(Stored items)
::::

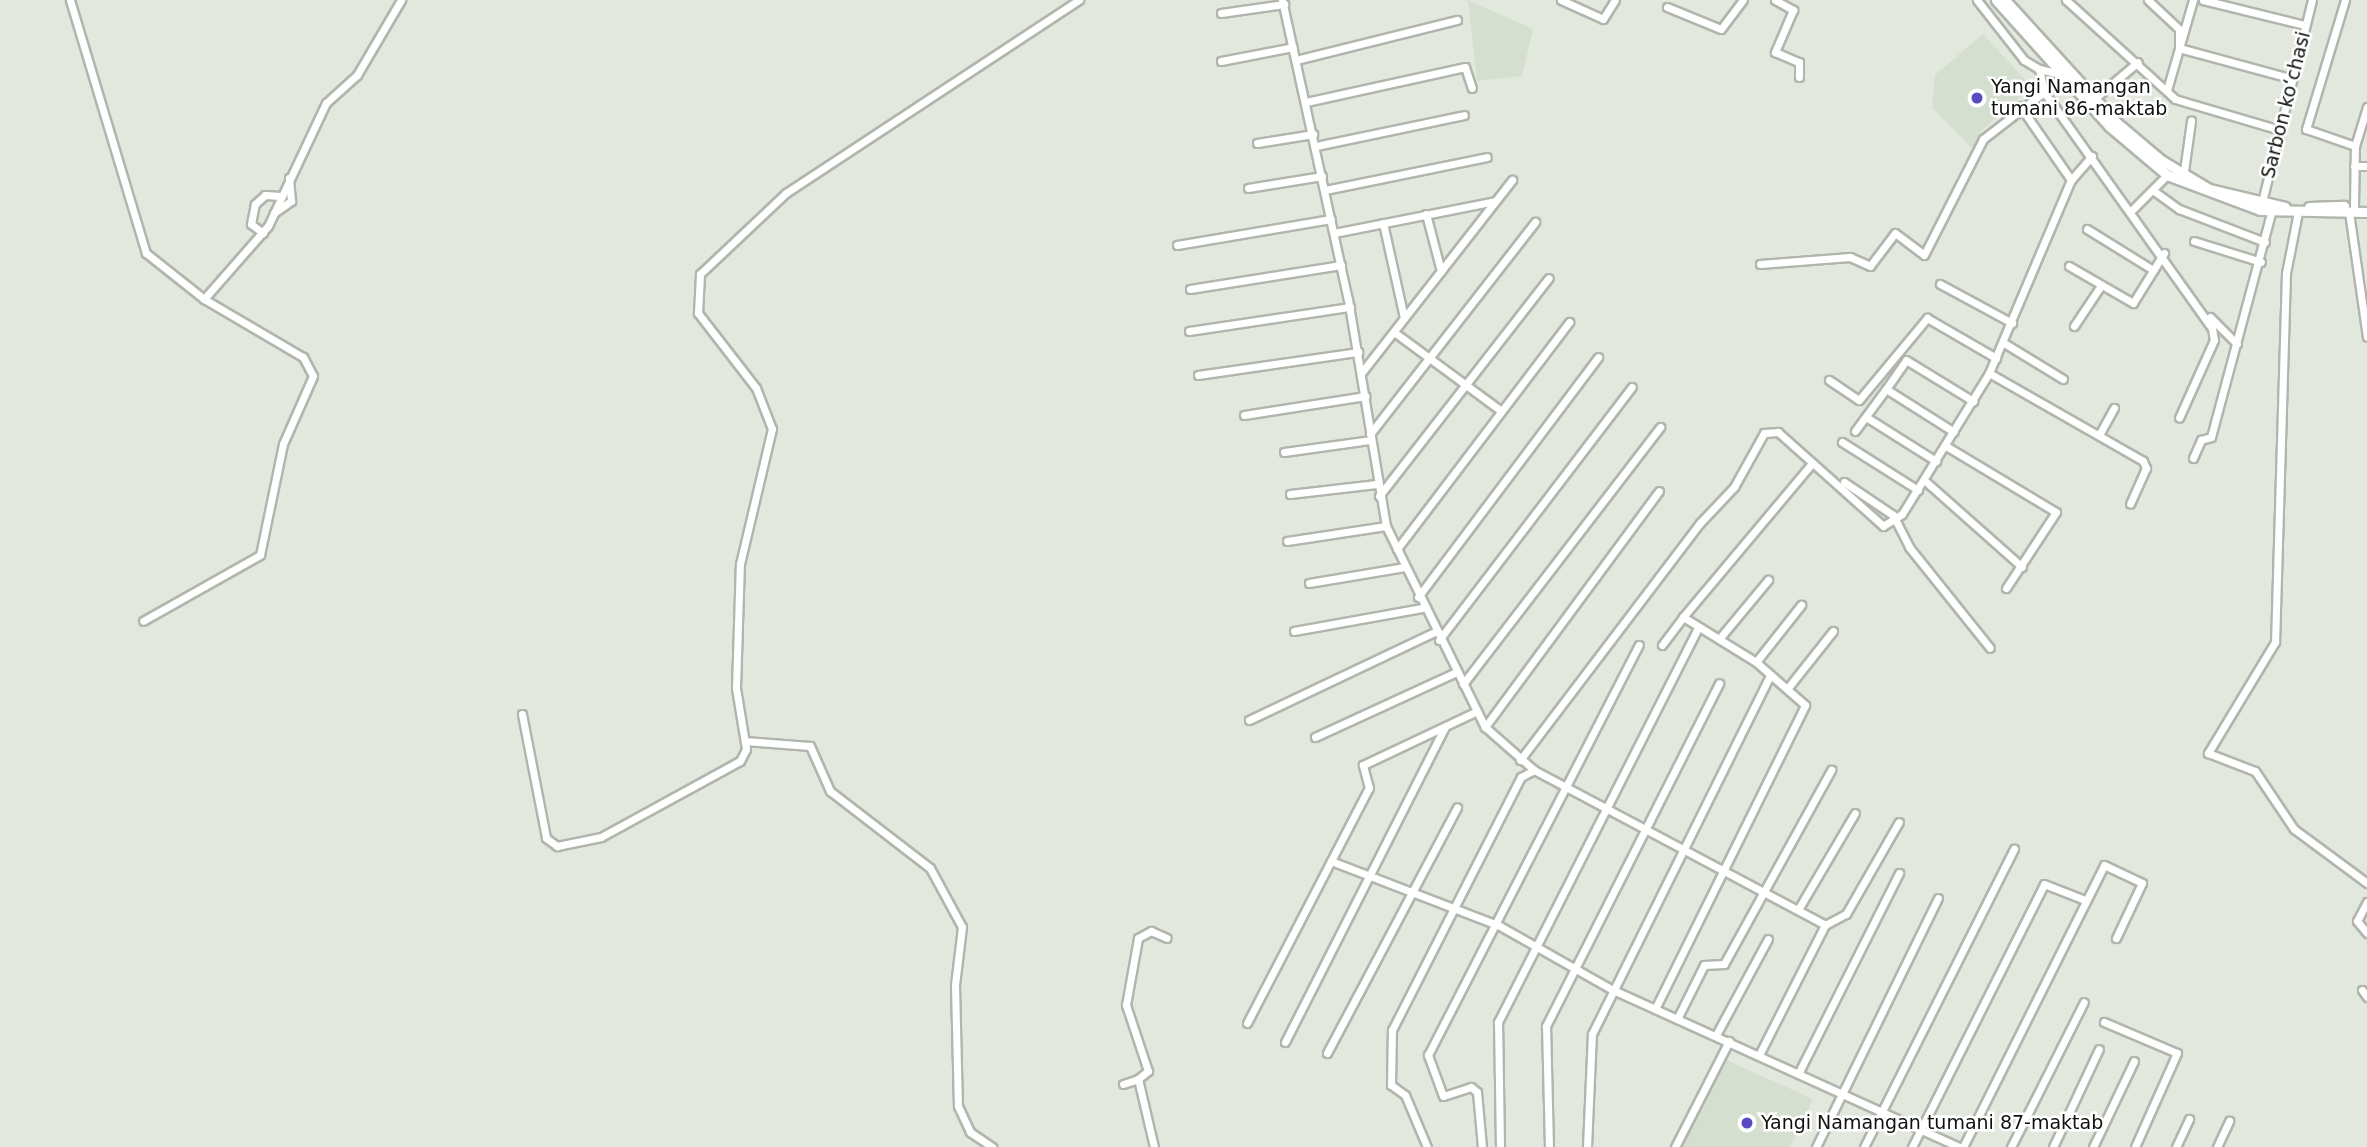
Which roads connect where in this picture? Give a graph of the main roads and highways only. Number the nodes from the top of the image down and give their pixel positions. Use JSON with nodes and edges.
{"nodes":[{"id":1,"x":1996,"y":0,"type":"edge"},
{"id":2,"x":2006,"y":0,"type":"edge"},
{"id":3,"x":2183,"y":179,"type":"junction"},
{"id":4,"x":2273,"y":209,"type":"junction"},
{"id":5,"x":2352,"y":209,"type":"junction"},
{"id":6,"x":2367,"y":209,"type":"edge"}],
"edges":[{"from":1,"to":3,"type":"main road"},
{"from":2,"to":3,"type":"main road"},
{"from":3,"to":4,"type":"main road"},
{"from":4,"to":5,"type":"main road"},
{"from":4,"to":5,"type":"main road"},
{"from":5,"to":6,"type":"main road"}]}
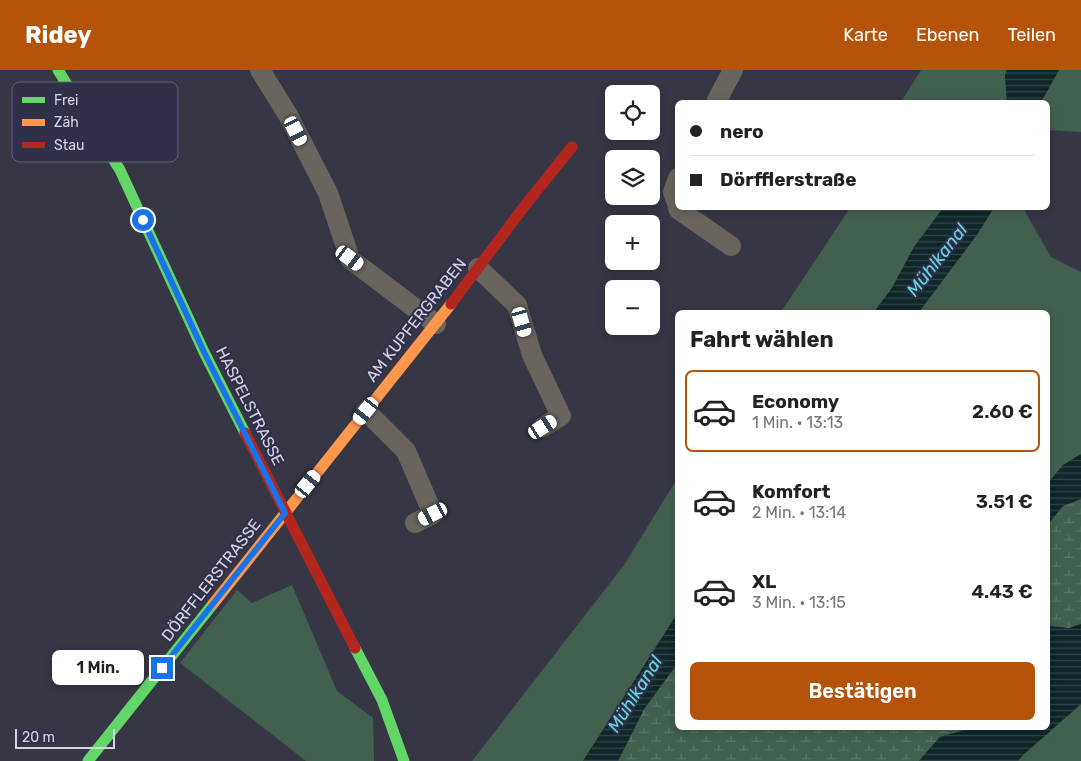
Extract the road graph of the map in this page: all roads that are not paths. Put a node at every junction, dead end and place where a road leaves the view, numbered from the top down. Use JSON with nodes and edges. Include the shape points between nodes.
{"nodes":[{"id":1,"x":58,"y":70,"type":"edge"},
{"id":2,"x":260,"y":70,"type":"edge"},
{"id":3,"x":733,"y":70,"type":"edge"},
{"id":4,"x":65,"y":82,"type":"edge"},
{"id":5,"x":717,"y":100,"type":"edge"},
{"id":6,"x":572,"y":147,"type":"dead end"},
{"id":7,"x":115,"y":162,"type":"edge"},
{"id":8,"x":679,"y":210,"type":"edge"},
{"id":9,"x":731,"y":246,"type":"dead end"},
{"id":10,"x":478,"y":268,"type":"junction"},
{"id":11,"x":436,"y":324,"type":"junction"},
{"id":12,"x":366,"y":411,"type":"junction"},
{"id":13,"x":543,"y":427,"type":"dead end"},
{"id":14,"x":285,"y":513,"type":"junction"},
{"id":15,"x":416,"y":523,"type":"dead end"},
{"id":16,"x":88,"y":761,"type":"edge"},
{"id":17,"x":404,"y":761,"type":"edge"}],
"edges":[{"from":1,"to":4,"type":"street","name":"HASPELSTRASSE"},
{"from":2,"to":11,"type":"lane","via":[[288,115],[328,193],[350,258]]},
{"from":3,"to":5,"type":"lane"},
{"from":6,"to":10,"type":"street","name":"AM KUPFERGRABEN"},
{"from":7,"to":14,"type":"street","name":"HASPELSTRASSE","via":[[204,352]]},
{"from":8,"to":9,"type":"lane"},
{"from":10,"to":11,"type":"street","name":"AM KUPFERGRABEN"},
{"from":10,"to":13,"type":"lane","via":[[518,305],[532,354],[561,416]]},
{"from":11,"to":12,"type":"street","name":"AM KUPFERGRABEN"},
{"from":12,"to":14,"type":"street","name":"AM KUPFERGRABEN"},
{"from":12,"to":15,"type":"lane","via":[[406,450],[433,514]]},
{"from":14,"to":16,"type":"street","name":"DÖRFFLERSTRASSE"},
{"from":14,"to":17,"type":"street","name":"HASPELSTRASSE","via":[[382,700]]}]}
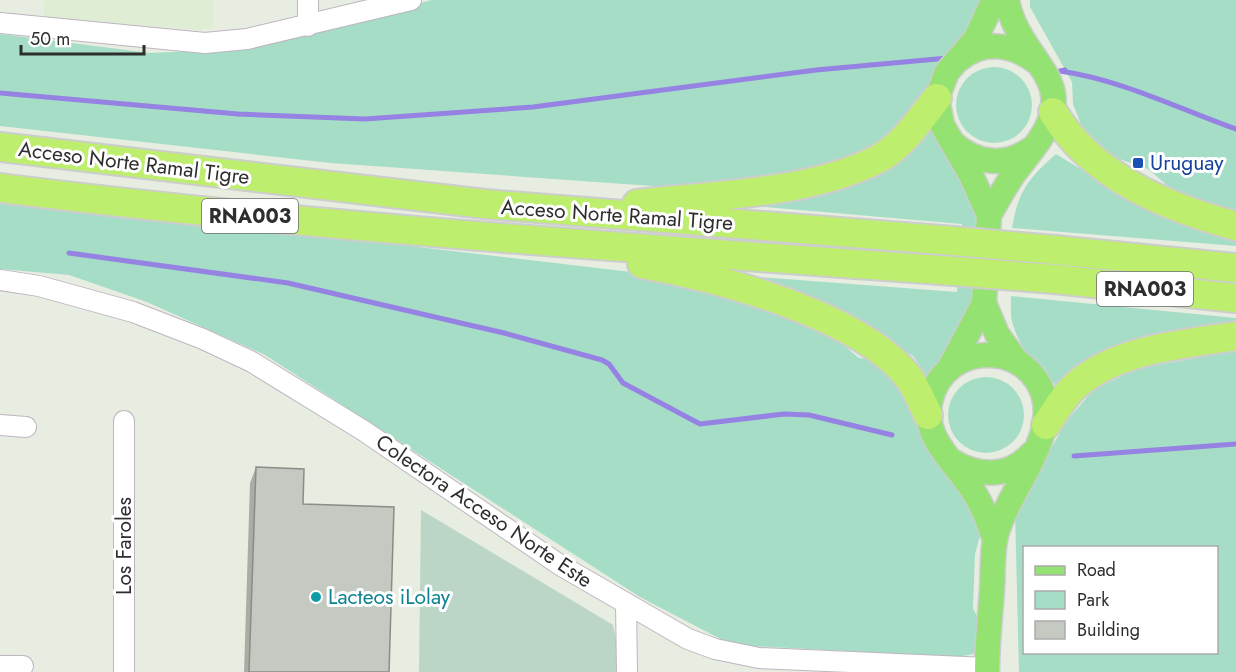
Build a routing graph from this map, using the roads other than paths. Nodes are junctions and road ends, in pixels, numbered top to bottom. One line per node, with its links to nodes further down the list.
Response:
1 (308, 0): 6 (street)
2 (411, 0): 6 (street)
3 (994, 0): 8 (main road)
4 (1007, 0): 7 (main road)
5 (0, 22): 6 (street)
6 (308, 26)
7 (1035, 61): 8 (main road); 10 (main road)
8 (954, 64): 9 (main road)
9 (937, 98): 11 (main road); 15 (highway)
10 (1053, 112): 12 (main road); 17 (highway)
11 (947, 135): 12 (main road); 16 (main road)
12 (1038, 144): 16 (main road)
13 (0, 147): 15 (highway, Acceso Norte Ramal Tigre / RNA003)
14 (0, 188): 18 (highway, Acceso Norte Ramal Tigre / RNA003)
15 (485, 204): 19 (highway, Acceso Norte Ramal Tigre / RNA003, bridge)
16 (989, 215): 22 (main road)
17 (1236, 226)
18 (502, 238): 21 (highway, Acceso Norte Ramal Tigre / RNA003, bridge); 26 (highway)
19 (1236, 268)
20 (0, 280): 33 (street, Colectora Acceso Norte Este)
21 (1236, 298)
22 (984, 303): 24 (main road); 25 (main road)
23 (1236, 336): 30 (highway)
24 (1017, 362): 25 (main road); 30 (main road)
25 (949, 369): 26 (main road)
26 (928, 415): 31 (main road)
27 (124, 421): 37 (street, Los Faroles)
28 (0, 425): 29 (street)
29 (26, 427)
30 (1040, 437): 31 (main road); 32 (main road)
31 (952, 461): 32 (main road)
32 (995, 540): 36 (main road)
33 (626, 603): 36 (street, Colectora Acceso Norte Este); 38 (street)
34 (0, 666): 35 (street)
35 (23, 666)
36 (987, 670)
37 (124, 672)
38 (627, 672)

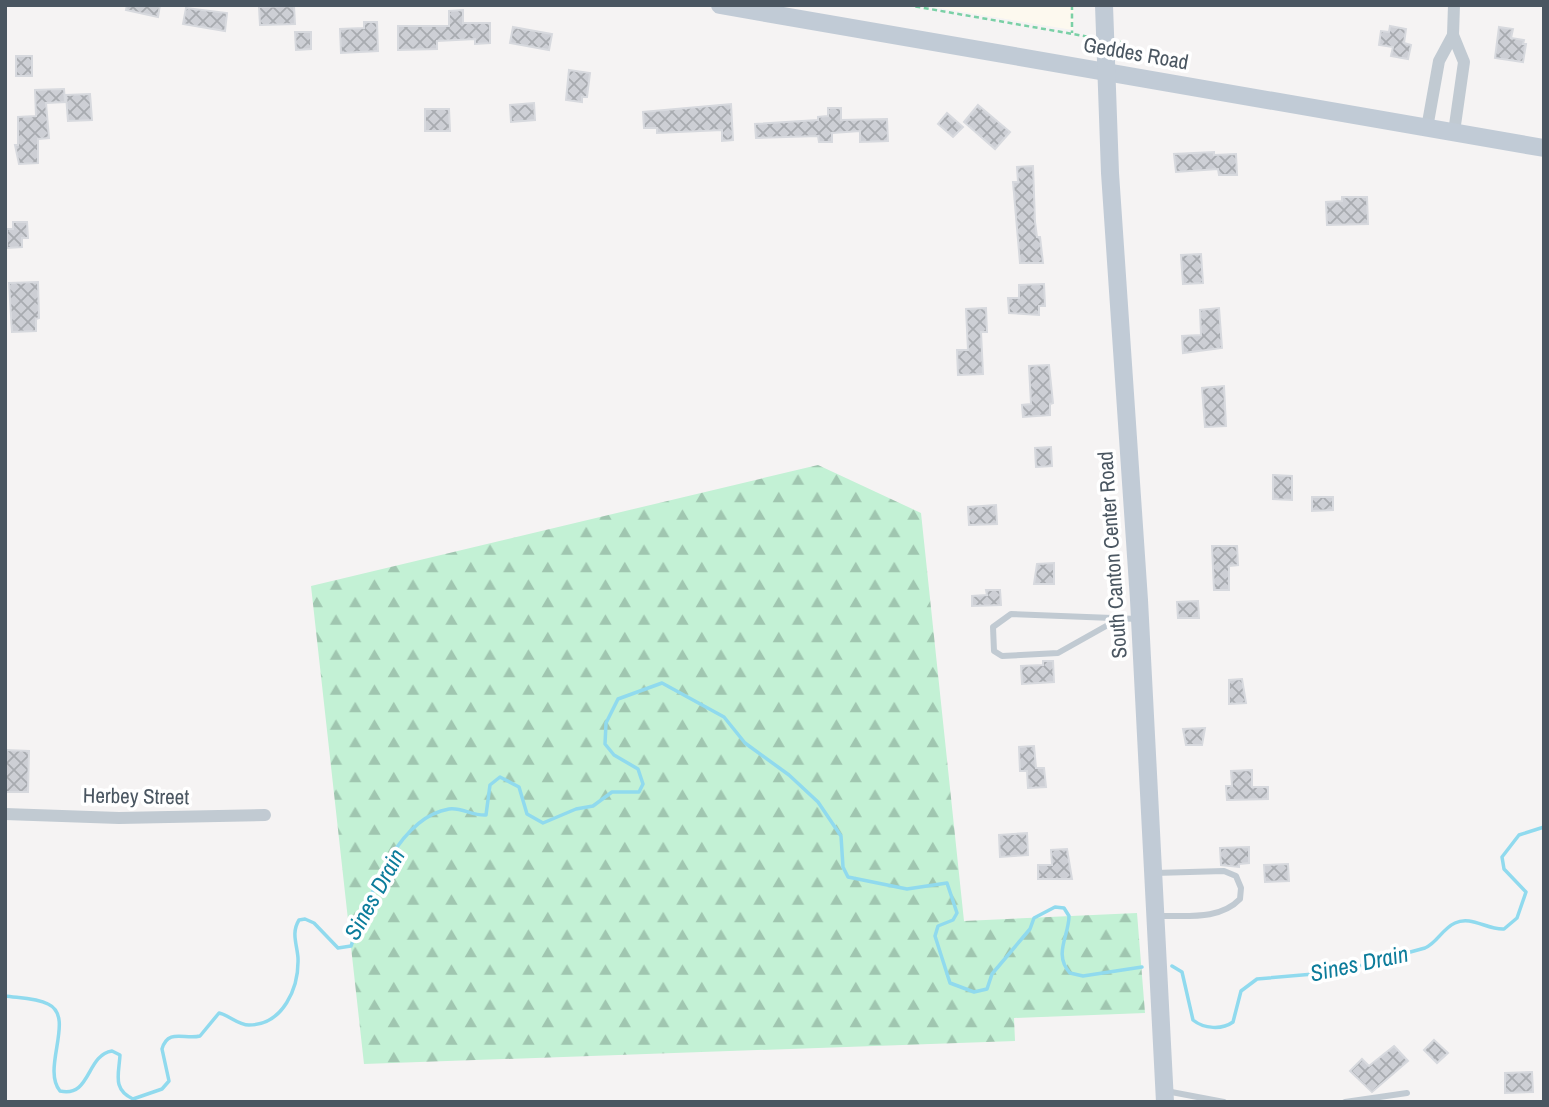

::::

WHAT NEEDS TO BE DONE: The required output is every line of the data above, set down exactly and stripped of pictures.

SOLUTION:
Which roads connect where in this picture? Give a graph of the main roads and highways only. Number the nodes from the top of the image down and give their pixel positions. Use JSON with nodes and edges.
{"nodes":[{"id":1,"x":1996,"y":0,"type":"edge"},
{"id":2,"x":2006,"y":0,"type":"edge"},
{"id":3,"x":2183,"y":179,"type":"junction"},
{"id":4,"x":2273,"y":209,"type":"junction"},
{"id":5,"x":2352,"y":209,"type":"junction"},
{"id":6,"x":2367,"y":209,"type":"edge"}],
"edges":[{"from":1,"to":3,"type":"main road"},
{"from":2,"to":3,"type":"main road"},
{"from":3,"to":4,"type":"main road"},
{"from":4,"to":5,"type":"main road"},
{"from":4,"to":5,"type":"main road"},
{"from":5,"to":6,"type":"main road"}]}
Extract the road graph of the map in this page: all roads that are not paths. Put a node at every junction, dead end and place where a road leaves the view, numbered from the top down. Use JSON with nodes and edges. Include the shape points between nodes.
{"nodes":[{"id":1,"x":58,"y":70,"type":"edge"},
{"id":2,"x":260,"y":70,"type":"edge"},
{"id":3,"x":733,"y":70,"type":"edge"},
{"id":4,"x":65,"y":82,"type":"edge"},
{"id":5,"x":717,"y":100,"type":"edge"},
{"id":6,"x":572,"y":147,"type":"dead end"},
{"id":7,"x":115,"y":162,"type":"edge"},
{"id":8,"x":679,"y":210,"type":"edge"},
{"id":9,"x":731,"y":246,"type":"dead end"},
{"id":10,"x":478,"y":268,"type":"junction"},
{"id":11,"x":436,"y":324,"type":"junction"},
{"id":12,"x":366,"y":411,"type":"junction"},
{"id":13,"x":543,"y":427,"type":"dead end"},
{"id":14,"x":285,"y":513,"type":"junction"},
{"id":15,"x":416,"y":523,"type":"dead end"},
{"id":16,"x":88,"y":761,"type":"edge"},
{"id":17,"x":404,"y":761,"type":"edge"}],
"edges":[{"from":1,"to":4,"type":"street","name":"HASPELSTRASSE"},
{"from":2,"to":11,"type":"lane","via":[[288,115],[328,193],[350,258]]},
{"from":3,"to":5,"type":"lane"},
{"from":6,"to":10,"type":"street","name":"AM KUPFERGRABEN"},
{"from":7,"to":14,"type":"street","name":"HASPELSTRASSE","via":[[204,352]]},
{"from":8,"to":9,"type":"lane"},
{"from":10,"to":11,"type":"street","name":"AM KUPFERGRABEN"},
{"from":10,"to":13,"type":"lane","via":[[518,305],[532,354],[561,416]]},
{"from":11,"to":12,"type":"street","name":"AM KUPFERGRABEN"},
{"from":12,"to":14,"type":"street","name":"AM KUPFERGRABEN"},
{"from":12,"to":15,"type":"lane","via":[[406,450],[433,514]]},
{"from":14,"to":16,"type":"street","name":"DÖRFFLERSTRASSE"},
{"from":14,"to":17,"type":"street","name":"HASPELSTRASSE","via":[[382,700]]}]}
Build a routing graph from this map, using the roads other than paths. Nodes are junctions and road ends, in pixels, numbered top to bottom. One line per node, with its links to nodes further down the list.
Response:
1 (308, 0): 6 (street)
2 (411, 0): 6 (street)
3 (994, 0): 8 (main road)
4 (1007, 0): 7 (main road)
5 (0, 22): 6 (street)
6 (308, 26)
7 (1035, 61): 8 (main road); 10 (main road)
8 (954, 64): 9 (main road)
9 (937, 98): 11 (main road); 15 (highway)
10 (1053, 112): 12 (main road); 17 (highway)
11 (947, 135): 12 (main road); 16 (main road)
12 (1038, 144): 16 (main road)
13 (0, 147): 15 (highway, Acceso Norte Ramal Tigre / RNA003)
14 (0, 188): 18 (highway, Acceso Norte Ramal Tigre / RNA003)
15 (485, 204): 19 (highway, Acceso Norte Ramal Tigre / RNA003, bridge)
16 (989, 215): 22 (main road)
17 (1236, 226)
18 (502, 238): 21 (highway, Acceso Norte Ramal Tigre / RNA003, bridge); 26 (highway)
19 (1236, 268)
20 (0, 280): 33 (street, Colectora Acceso Norte Este)
21 (1236, 298)
22 (984, 303): 24 (main road); 25 (main road)
23 (1236, 336): 30 (highway)
24 (1017, 362): 25 (main road); 30 (main road)
25 (949, 369): 26 (main road)
26 (928, 415): 31 (main road)
27 (124, 421): 37 (street, Los Faroles)
28 (0, 425): 29 (street)
29 (26, 427)
30 (1040, 437): 31 (main road); 32 (main road)
31 (952, 461): 32 (main road)
32 (995, 540): 36 (main road)
33 (626, 603): 36 (street, Colectora Acceso Norte Este); 38 (street)
34 (0, 666): 35 (street)
35 (23, 666)
36 (987, 670)
37 (124, 672)
38 (627, 672)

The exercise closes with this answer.